Madre

ENCARNA MORÍN -.

No nos han preguntado si ese era nuestro sino, sin embargo lo ha sido. Al parir uno de esos hermosos hijos, hemos puesto de golpe los pies en suelo. La vida ha pasado a ser algo concreto, el futuro deja de ser incierto e impredecible.

De pronto, sentimos que algo grande ha ocurrido en nuestra vida, que nos pertenece de forma intima, hasta el extremo de que no somos demasiado objetivas a la hora de apreciar las palabras del profeta: “Tus hijos no son tus hijos, son los hijos e hijas de la vida”

Personalmente no planeé ser madre en mi niñez ni en mi juventud. Mis hijos llegaron por un impulso de amor. Quise tenerles, y en cada embarazo mi vida comenzaba un nuevo proyecto. No me sentía un árbol frondoso, era algo más: una especie de secuoya indestructible con una fuerza inherente, desconocida hasta ese momento. 

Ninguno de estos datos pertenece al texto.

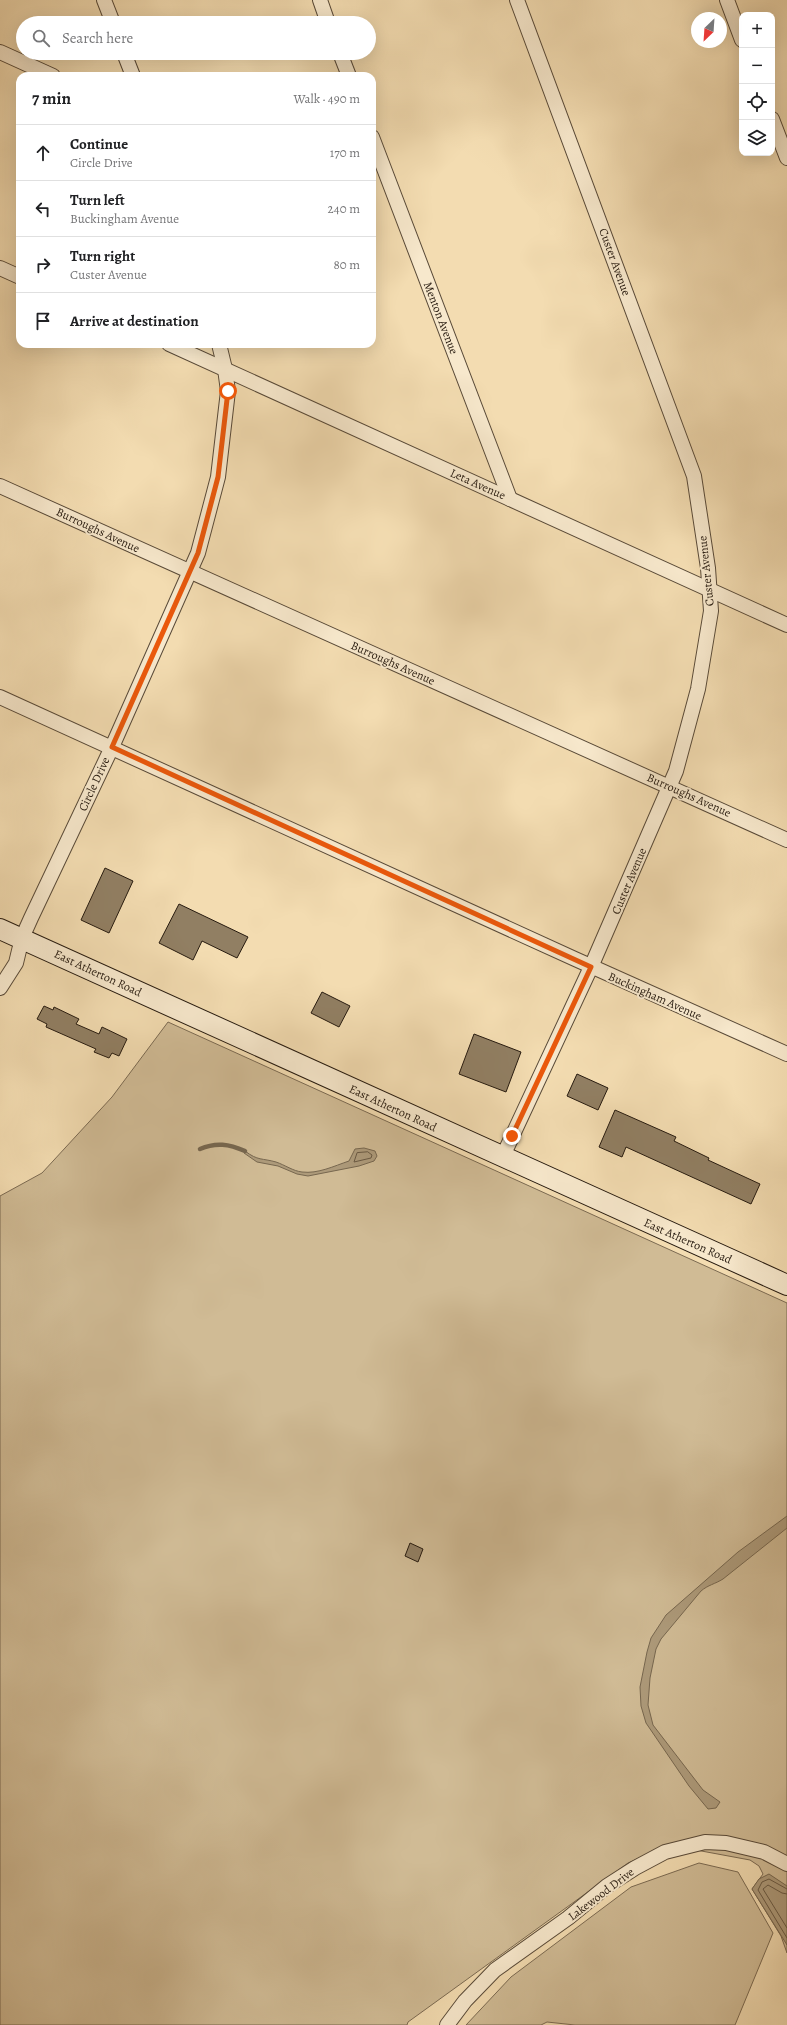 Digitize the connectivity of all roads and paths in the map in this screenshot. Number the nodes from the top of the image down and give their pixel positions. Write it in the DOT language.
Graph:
graph roads {
  1 [pos="104,0"];
  2 [pos="320,0"];
  3 [pos="517,0"];
  4 [pos="727,0"];
  5 [pos="110,16"];
  6 [pos="326,16"];
  7 [pos="739,32"];
  8 [pos="0,52"];
  9 [pos="16,59"];
  10 [pos="18,60"];
  11 [pos="127,60"];
  12 [pos="343,60"];
  13 [pos="44,72"];
  14 [pos="131,72"];
  15 [pos="347,72"];
  16 [pos="772,120"];
  17 [pos="376,147"];
  18 [pos="787,158"];
  19 [pos="0,268"];
  20 [pos="16,275"];
  21 [pos="178,348"];
  22 [pos="220,348"];
  23 [pos="225,369"];
  24 [pos="0,486"];
  25 [pos="510,499"];
  26 [pos="190,572"];
  27 [pos="710,591"];
  28 [pos="787,625"];
  29 [pos="0,697"];
  30 [pos="112,747"];
  31 [pos="670,786"];
  32 [pos="787,840"];
  33 [pos="0,929"];
  34 [pos="22,938"];
  35 [pos="591,967"];
  36 [pos="0,988"];
  37 [pos="787,1054"];
  38 [pos="502,1158"];
  39 [pos="787,1285"];
  40 [pos="787,1864"];
  41 [pos="447,2025"];
  1 -- 5 [label="street"];
  2 -- 6 [label="street"];
  3 -- 27 [label="street, Custer Avenue"];
  4 -- 7 [label="street"];
  8 -- 9 [label="street"];
  10 -- 13 [label="street"];
  11 -- 14 [label="street"];
  12 -- 15 [label="street"];
  16 -- 18 [label="street"];
  17 -- 25 [label="street, Menton Avenue"];
  19 -- 20 [label="street"];
  21 -- 23 [label="street, Leta Avenue"];
  22 -- 23 [label="street, Circle Drive"];
  23 -- 25 [label="street, Leta Avenue"];
  23 -- 26 [label="street, Circle Drive"];
  24 -- 26 [label="street, Burroughs Avenue"];
  25 -- 27 [label="street, Leta Avenue"];
  26 -- 30 [label="street, Circle Drive"];
  26 -- 31 [label="street, Burroughs Avenue"];
  27 -- 28 [label="street, Leta Avenue"];
  27 -- 31 [label="street, Custer Avenue"];
  29 -- 30 [label="street, Buckingham Avenue"];
  30 -- 34 [label="street, Circle Drive"];
  30 -- 35 [label="street, Buckingham Avenue"];
  31 -- 32 [label="street, Burroughs Avenue"];
  31 -- 35 [label="street, Custer Avenue"];
  33 -- 34 [label="street, East Atherton Road"];
  34 -- 36 [label="street, Circle Drive"];
  34 -- 38 [label="street, East Atherton Road"];
  35 -- 37 [label="street, Buckingham Avenue"];
  35 -- 38 [label="street, Custer Avenue"];
  38 -- 39 [label="street, East Atherton Road"];
  40 -- 41 [label="street, Lakewood Drive"];
} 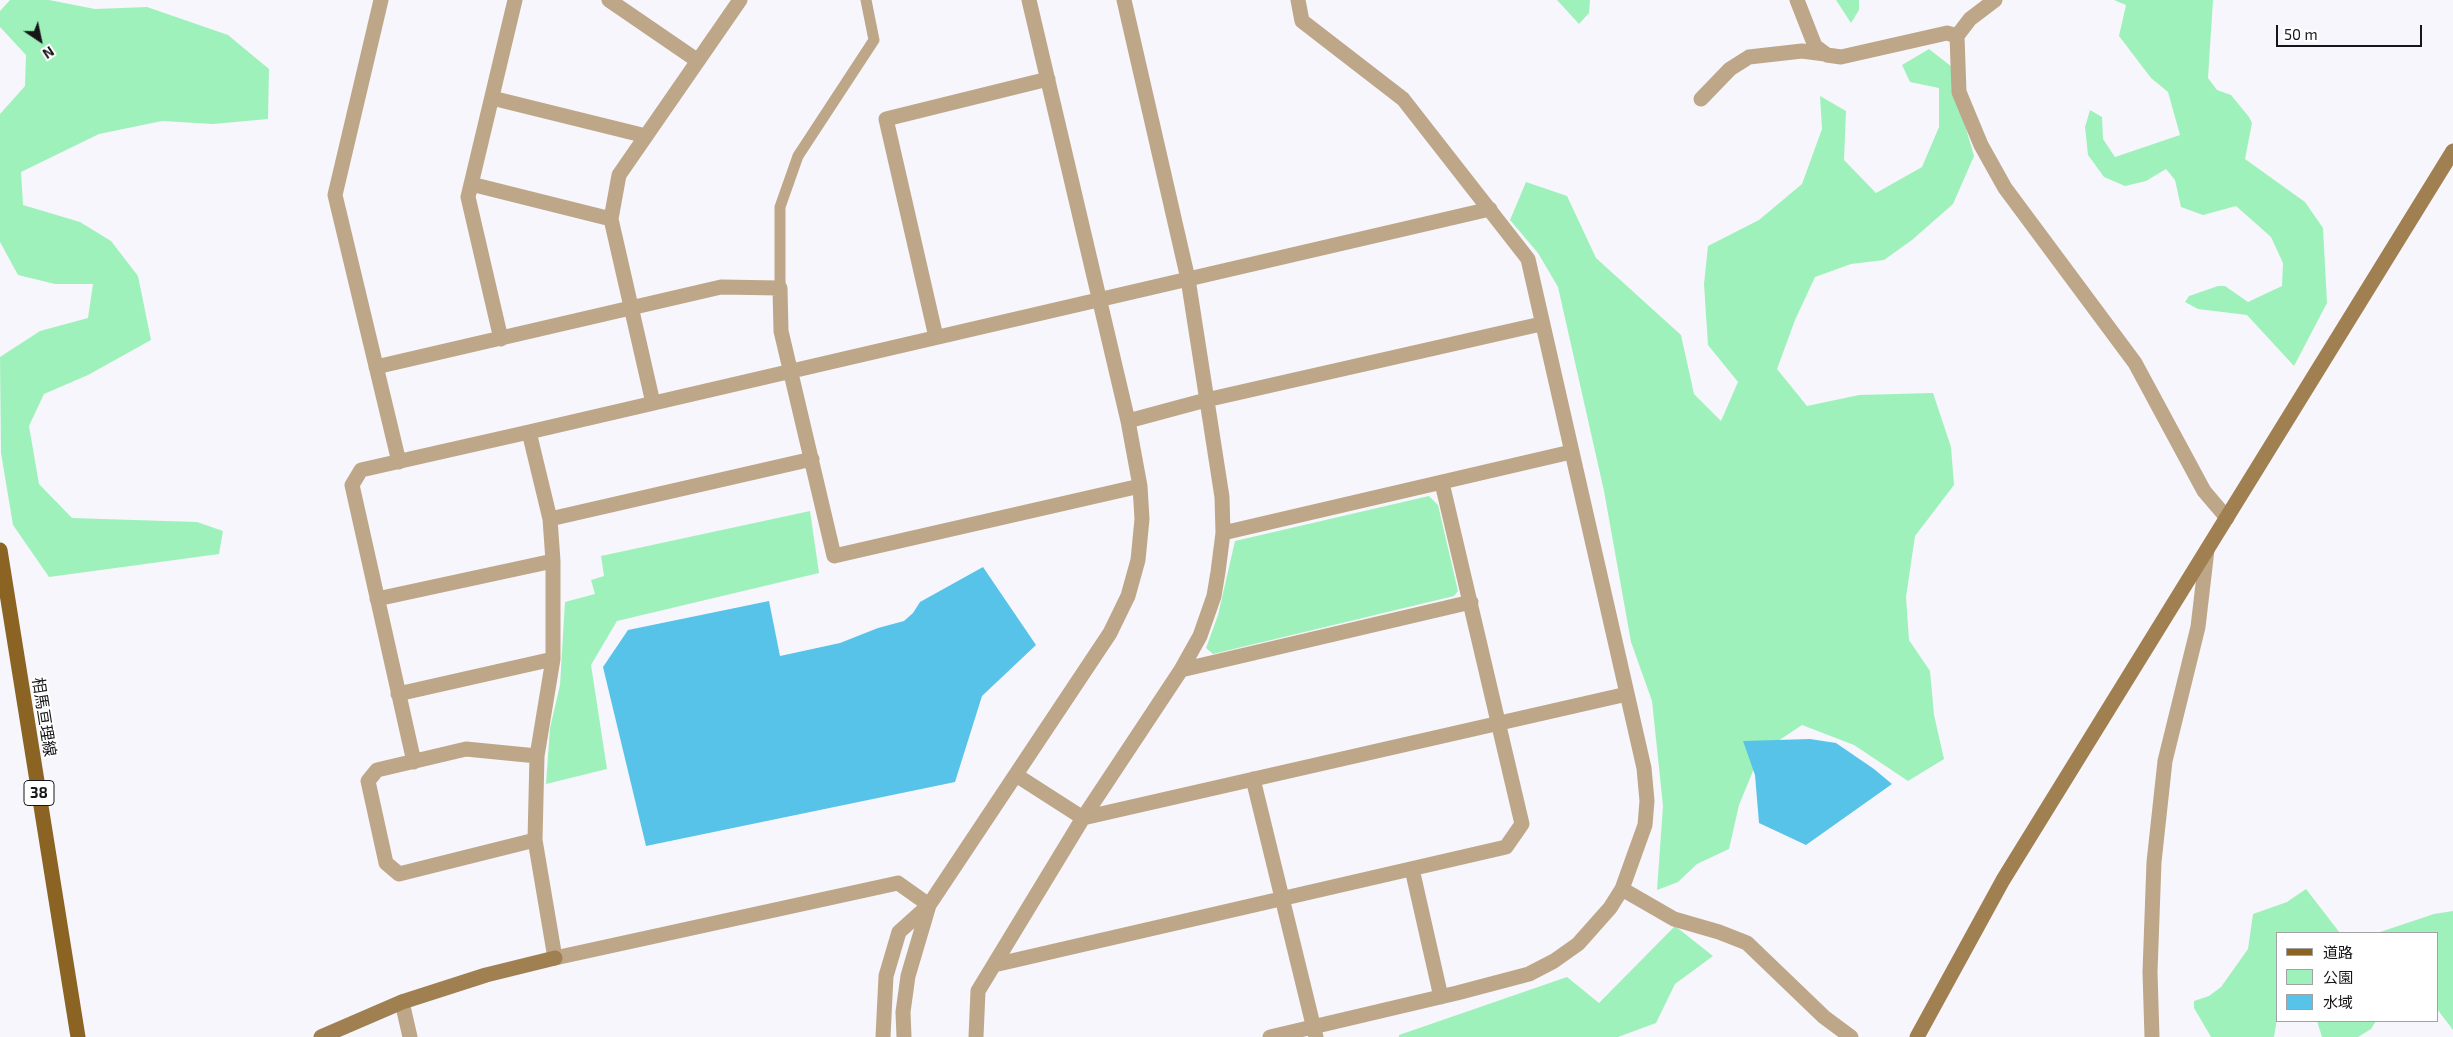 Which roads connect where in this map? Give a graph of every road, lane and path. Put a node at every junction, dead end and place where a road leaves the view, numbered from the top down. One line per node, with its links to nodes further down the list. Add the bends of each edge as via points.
1 (381, 0): 29 (street, via 335,195)
2 (609, 0): 13 (street)
3 (740, 0): 13 (street)
4 (866, 0): 23 (lane, via 874,40 798,156 780,207)
5 (1029, 0): 14 (street)
6 (1124, 0): 22 (street)
7 (1298, 0): 20 (street, via 1302,21 1403,99)
8 (1797, 0): 12 (street, via 1815,46)
9 (1995, 0): 11 (street, via 1970,19)
10 (512, 1): 15 (street)
11 (1957, 36): 12 (street, via 1947,33 1841,57); 40 (street, via 1959,92 1981,146 2004,188 2135,362 2204,491)
12 (1827, 55): 16 (street, via 1802,50 1749,57 1730,69)
13 (698, 61): 17 (street)
14 (1048, 79): 24 (street); 27 (street, via 886,119)
15 (492, 98): 17 (street); 19 (street)
16 (1701, 99)
17 (646, 136): 21 (street, via 619,175)
18 (2453, 151): 40 (street)
19 (471, 184): 21 (street); 28 (street, via 468,197)
20 (1490, 209): 22 (street); 26 (street, via 1528,259)
21 (611, 219): 25 (street)
22 (1188, 279): 24 (street); 31 (street)
23 (780, 288): 25 (street, via 721,287); 30 (street, via 782,331)
24 (1099, 301): 27 (street); 33 (street)
25 (632, 309): 28 (street); 32 (street)
26 (1541, 324): 31 (street); 35 (street)
27 (936, 337): 30 (street)
28 (501, 339): 29 (street)
29 (376, 367): 37 (street)
30 (791, 371): 32 (street); 36 (street)
31 (1206, 400): 33 (street); 42 (street, via 1222,497)
32 (653, 403): 34 (street)
33 (1128, 421): 39 (street)
34 (529, 432): 37 (street); 41 (street)
35 (1572, 452): 38 (street); 51 (street)
36 (812, 459): 39 (street, via 834,556); 41 (street)
37 (399, 462): 46 (street, via 361,470 352,485)
38 (1442, 483): 42 (street); 47 (street)
39 (1140, 486): 55 (street, via 1142,519 1138,560 1128,596 1110,634)
40 (2227, 518): 44 (street)
41 (550, 519): 45 (street)
42 (1223, 532): 49 (street, via 1214,596 1200,636)
43 (0, 550): 68 (main road, 相馬亘理線 / 38)
44 (2207, 550): 76 (street, via 2003,880); 77 (street, via 2198,627 2165,761 2154,862 2150,972)
45 (553, 560): 46 (street); 48 (street)
46 (377, 599): 50 (street)
47 (1471, 602): 49 (street); 52 (street)
48 (553, 659): 50 (street); 53 (street)
49 (1181, 670): 57 (street)
50 (398, 694): 54 (street)
51 (1627, 694): 52 (street); 60 (street, via 1644,768 1647,801 1646,825)
52 (1499, 721): 56 (street); 59 (street, via 1522,824 1506,847)
53 (537, 756): 54 (street, via 466,749); 58 (street)
54 (414, 762): 58 (street, via 377,770 368,781 386,863 398,874)
55 (1016, 776): 57 (street); 62 (street)
56 (1253, 779): 57 (street); 61 (street)
57 (1083, 818): 64 (street)
58 (535, 840): 63 (street)
59 (1412, 869): 61 (street); 65 (street)
60 (1622, 889): 65 (street, via 1578,944 1554,962 1529,974); 75 (street, via 1674,919 1747,943 1824,1017)
61 (1282, 898): 64 (street); 67 (street)
62 (929, 905): 63 (street, via 898,884); 71 (street, via 899,932 886,976); 72 (street, via 908,976 903,1012)
63 (555, 958): 66 (street, via 486,975)
64 (994, 965): 73 (street, via 978,991)
65 (1441, 997): 67 (street)
66 (402, 1002): 69 (street); 70 (street)
67 (1314, 1032): 74 (street)
68 (78, 1037)
69 (321, 1037)
70 (410, 1037)
71 (883, 1037)
72 (904, 1037)
73 (976, 1037)
74 (1270, 1037)
75 (1851, 1037)
76 (1917, 1037)
77 (2152, 1037)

Si en algún momento los acontecimientos de la vida me despertaban impulsos de salir corriendo, justo entonces ellos me anclaban a la tierra, recordándome que de alguna manera eran mi compromiso con la existencia. Pude querer y abrazar a otros niños pensando en ellas, en sus madres. 

Les vi crecer, repitiendo una y otra vez el ciclo de los pañales, los dientes de leche, sus primeros pasitos y balbuceos, la guardería, el colegio, el instituto, sus amores y desamores cuando los hubo. Quise matar a algún depravado que jugó con el corazón de mi niña.

Como una leona he estado atenta a la manada todo el tiempo, aunque pareciera que andaba en mis propias correrías.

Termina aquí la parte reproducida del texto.